Try it:
Scan the data below. Pull out each line where "main" occurs.

━━━ Listed records

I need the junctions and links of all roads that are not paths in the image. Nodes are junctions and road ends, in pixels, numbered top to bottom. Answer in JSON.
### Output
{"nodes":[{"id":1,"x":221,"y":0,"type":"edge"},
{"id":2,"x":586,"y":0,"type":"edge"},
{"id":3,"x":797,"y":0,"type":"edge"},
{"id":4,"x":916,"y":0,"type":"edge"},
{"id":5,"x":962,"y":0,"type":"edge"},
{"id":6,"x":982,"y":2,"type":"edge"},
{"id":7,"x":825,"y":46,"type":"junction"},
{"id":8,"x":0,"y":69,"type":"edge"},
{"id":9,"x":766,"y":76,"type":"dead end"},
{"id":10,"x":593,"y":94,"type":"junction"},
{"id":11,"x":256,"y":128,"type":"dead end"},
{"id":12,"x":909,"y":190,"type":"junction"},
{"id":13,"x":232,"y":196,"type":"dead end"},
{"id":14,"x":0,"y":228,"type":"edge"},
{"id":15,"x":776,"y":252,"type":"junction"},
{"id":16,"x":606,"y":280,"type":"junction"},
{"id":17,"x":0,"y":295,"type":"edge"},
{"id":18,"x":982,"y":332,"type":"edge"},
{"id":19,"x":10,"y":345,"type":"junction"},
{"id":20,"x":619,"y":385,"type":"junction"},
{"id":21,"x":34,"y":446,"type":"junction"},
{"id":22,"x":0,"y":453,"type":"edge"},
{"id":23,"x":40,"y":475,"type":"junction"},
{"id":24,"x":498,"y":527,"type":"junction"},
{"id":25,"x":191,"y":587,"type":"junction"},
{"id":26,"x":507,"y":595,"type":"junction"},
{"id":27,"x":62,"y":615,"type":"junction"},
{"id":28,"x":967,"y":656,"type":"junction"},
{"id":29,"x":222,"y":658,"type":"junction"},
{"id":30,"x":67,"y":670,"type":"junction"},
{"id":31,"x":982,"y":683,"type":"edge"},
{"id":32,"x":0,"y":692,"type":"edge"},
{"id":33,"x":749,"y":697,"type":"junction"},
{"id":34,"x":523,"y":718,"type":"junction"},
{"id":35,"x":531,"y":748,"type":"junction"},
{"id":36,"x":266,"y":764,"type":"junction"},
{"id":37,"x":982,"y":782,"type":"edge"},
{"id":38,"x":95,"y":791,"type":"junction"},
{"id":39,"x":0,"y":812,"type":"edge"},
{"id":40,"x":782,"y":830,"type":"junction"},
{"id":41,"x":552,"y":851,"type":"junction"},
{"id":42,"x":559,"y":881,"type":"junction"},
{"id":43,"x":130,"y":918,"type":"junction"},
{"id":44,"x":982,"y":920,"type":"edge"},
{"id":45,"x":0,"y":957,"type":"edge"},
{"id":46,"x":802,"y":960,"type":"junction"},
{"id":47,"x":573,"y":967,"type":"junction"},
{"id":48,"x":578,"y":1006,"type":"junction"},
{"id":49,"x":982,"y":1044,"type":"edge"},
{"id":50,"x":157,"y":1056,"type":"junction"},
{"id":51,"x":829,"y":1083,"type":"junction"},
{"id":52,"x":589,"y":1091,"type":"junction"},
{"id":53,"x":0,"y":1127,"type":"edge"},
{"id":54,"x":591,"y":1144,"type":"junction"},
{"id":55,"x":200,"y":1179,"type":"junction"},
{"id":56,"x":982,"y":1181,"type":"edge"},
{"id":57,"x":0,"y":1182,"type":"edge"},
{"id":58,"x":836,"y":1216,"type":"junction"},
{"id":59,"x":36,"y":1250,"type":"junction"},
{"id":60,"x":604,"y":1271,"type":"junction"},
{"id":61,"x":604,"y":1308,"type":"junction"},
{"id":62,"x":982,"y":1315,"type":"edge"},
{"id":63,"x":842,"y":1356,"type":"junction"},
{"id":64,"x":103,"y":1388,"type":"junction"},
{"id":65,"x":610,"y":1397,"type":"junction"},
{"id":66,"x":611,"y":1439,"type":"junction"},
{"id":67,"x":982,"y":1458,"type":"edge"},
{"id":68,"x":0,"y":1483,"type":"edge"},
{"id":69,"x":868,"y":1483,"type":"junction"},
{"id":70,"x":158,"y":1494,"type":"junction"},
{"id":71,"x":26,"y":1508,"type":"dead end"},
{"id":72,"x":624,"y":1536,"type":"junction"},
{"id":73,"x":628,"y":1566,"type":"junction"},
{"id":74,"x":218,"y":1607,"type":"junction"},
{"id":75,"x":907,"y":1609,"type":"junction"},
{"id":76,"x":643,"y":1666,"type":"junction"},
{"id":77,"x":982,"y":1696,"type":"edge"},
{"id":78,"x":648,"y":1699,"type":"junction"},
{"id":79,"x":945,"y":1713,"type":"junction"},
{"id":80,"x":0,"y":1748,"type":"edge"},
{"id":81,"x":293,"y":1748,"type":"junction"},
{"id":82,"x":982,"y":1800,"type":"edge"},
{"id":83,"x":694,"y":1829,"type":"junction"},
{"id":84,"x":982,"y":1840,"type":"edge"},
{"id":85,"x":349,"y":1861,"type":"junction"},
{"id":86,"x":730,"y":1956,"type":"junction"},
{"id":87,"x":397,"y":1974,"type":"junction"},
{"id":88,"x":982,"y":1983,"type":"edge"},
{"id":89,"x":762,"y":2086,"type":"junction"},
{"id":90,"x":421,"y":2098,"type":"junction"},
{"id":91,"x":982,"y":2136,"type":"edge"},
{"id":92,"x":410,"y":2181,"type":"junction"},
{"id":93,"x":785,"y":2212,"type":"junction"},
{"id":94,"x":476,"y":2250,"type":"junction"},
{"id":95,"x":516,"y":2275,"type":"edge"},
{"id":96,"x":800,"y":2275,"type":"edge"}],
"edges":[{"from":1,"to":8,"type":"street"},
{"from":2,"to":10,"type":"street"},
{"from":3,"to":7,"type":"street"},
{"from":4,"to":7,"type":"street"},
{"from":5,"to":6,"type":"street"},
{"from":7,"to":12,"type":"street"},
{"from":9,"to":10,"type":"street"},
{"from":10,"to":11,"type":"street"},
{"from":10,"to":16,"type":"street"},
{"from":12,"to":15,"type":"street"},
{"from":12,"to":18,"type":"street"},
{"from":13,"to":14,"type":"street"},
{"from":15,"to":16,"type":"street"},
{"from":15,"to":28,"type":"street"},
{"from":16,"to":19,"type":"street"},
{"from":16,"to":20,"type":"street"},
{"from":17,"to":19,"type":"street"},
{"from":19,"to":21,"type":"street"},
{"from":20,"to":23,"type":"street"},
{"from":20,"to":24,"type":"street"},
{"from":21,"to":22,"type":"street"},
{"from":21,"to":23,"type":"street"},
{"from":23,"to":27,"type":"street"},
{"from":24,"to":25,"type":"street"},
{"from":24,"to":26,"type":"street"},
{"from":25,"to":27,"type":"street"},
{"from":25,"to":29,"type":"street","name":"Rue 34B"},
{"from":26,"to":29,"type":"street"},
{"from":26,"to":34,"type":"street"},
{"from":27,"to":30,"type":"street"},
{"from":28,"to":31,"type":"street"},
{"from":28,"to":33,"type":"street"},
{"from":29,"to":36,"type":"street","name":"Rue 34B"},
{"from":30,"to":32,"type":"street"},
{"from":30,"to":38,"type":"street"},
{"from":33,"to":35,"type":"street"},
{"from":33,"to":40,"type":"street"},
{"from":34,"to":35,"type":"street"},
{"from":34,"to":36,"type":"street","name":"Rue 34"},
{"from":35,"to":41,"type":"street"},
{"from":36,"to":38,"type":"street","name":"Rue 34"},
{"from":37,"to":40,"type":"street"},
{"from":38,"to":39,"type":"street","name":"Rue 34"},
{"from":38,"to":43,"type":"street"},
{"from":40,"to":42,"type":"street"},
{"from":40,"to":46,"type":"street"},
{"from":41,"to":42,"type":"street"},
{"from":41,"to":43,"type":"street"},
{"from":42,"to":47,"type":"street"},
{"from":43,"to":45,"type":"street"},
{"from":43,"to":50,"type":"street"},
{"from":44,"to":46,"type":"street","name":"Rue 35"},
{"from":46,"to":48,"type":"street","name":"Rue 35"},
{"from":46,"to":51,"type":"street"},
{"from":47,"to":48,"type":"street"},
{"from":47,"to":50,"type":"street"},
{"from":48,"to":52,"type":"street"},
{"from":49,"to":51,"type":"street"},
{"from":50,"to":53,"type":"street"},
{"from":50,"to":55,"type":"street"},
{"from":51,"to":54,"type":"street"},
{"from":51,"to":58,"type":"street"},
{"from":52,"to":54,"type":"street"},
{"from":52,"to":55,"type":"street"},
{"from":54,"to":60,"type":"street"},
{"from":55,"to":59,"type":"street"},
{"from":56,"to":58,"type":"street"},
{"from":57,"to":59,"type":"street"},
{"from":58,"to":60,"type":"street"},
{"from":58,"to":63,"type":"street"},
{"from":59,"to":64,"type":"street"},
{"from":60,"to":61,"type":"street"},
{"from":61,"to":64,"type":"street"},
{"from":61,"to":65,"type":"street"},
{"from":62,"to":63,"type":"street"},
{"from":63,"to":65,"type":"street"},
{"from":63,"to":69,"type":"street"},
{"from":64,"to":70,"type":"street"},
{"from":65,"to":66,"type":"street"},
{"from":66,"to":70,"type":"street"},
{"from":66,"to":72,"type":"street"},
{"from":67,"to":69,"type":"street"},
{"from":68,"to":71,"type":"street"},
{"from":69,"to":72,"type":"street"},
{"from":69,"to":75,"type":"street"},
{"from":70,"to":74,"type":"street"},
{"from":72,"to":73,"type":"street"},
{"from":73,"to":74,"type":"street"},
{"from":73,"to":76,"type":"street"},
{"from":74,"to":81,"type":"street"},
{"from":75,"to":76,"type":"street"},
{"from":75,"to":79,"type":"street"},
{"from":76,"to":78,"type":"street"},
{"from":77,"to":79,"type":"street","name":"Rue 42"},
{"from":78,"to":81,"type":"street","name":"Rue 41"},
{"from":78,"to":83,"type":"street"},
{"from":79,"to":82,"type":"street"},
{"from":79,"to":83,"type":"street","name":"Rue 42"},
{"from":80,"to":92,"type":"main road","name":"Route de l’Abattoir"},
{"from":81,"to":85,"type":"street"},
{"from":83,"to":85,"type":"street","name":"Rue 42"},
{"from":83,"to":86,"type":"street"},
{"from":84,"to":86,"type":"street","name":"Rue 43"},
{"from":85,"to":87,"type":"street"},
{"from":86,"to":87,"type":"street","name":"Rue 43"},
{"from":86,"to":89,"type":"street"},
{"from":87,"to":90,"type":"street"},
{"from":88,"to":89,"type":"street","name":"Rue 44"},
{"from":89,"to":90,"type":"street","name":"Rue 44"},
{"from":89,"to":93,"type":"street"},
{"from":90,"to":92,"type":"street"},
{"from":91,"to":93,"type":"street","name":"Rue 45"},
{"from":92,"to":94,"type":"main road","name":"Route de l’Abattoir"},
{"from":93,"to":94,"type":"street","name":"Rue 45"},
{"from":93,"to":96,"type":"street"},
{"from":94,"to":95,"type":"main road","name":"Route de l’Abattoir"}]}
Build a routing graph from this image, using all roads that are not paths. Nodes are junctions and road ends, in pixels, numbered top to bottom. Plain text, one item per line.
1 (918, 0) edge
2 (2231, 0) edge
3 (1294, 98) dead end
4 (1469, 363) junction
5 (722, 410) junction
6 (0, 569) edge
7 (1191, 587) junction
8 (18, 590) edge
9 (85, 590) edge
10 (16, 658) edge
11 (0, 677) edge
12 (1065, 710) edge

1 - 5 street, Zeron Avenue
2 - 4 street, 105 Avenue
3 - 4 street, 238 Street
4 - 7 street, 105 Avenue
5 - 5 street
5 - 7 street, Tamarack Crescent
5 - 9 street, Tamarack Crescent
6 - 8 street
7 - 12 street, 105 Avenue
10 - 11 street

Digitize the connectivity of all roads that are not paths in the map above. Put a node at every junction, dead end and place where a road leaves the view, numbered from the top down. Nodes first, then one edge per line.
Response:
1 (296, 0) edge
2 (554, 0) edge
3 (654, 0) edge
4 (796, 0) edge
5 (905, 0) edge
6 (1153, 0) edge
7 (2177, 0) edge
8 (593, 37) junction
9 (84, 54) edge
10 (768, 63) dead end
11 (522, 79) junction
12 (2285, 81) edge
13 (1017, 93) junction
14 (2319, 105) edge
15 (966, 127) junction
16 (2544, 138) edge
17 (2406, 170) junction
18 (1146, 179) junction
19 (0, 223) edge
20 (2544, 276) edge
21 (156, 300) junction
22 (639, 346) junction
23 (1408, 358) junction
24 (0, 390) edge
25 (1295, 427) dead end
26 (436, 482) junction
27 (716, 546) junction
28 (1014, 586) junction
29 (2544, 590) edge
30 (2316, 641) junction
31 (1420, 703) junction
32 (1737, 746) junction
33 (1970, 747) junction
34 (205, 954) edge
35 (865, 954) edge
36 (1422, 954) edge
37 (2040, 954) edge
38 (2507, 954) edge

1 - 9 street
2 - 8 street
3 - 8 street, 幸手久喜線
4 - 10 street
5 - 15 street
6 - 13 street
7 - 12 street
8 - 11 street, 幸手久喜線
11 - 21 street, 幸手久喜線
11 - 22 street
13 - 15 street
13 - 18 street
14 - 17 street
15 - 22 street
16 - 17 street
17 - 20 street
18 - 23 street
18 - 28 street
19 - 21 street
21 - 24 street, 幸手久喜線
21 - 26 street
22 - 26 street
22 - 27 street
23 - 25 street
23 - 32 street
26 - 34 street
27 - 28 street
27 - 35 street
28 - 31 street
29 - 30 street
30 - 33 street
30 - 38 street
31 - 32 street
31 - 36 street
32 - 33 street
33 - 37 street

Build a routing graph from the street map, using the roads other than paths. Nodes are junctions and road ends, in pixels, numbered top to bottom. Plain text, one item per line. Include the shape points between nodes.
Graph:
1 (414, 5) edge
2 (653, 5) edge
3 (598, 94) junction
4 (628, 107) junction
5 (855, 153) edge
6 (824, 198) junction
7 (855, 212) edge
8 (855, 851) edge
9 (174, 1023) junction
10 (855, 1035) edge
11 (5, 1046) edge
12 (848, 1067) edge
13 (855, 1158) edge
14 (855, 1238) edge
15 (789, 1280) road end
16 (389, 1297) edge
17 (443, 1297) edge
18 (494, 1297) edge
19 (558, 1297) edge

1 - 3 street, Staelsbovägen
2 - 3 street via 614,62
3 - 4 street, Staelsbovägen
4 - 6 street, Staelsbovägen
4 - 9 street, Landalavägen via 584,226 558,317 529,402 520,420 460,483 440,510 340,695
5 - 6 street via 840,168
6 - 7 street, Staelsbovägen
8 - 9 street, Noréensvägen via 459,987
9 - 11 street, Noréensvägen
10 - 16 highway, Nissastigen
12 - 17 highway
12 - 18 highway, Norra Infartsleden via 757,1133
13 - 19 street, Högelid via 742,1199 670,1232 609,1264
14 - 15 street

━━━━━━

Solution to the problem:
{"from":80,"to":92,"type":"main road","name":"Route de l’Abattoir"},
{"from":92,"to":94,"type":"main road","name":"Route de l’Abattoir"},
{"from":94,"to":95,"type":"main road","name":"Route de l’Abattoir"}]}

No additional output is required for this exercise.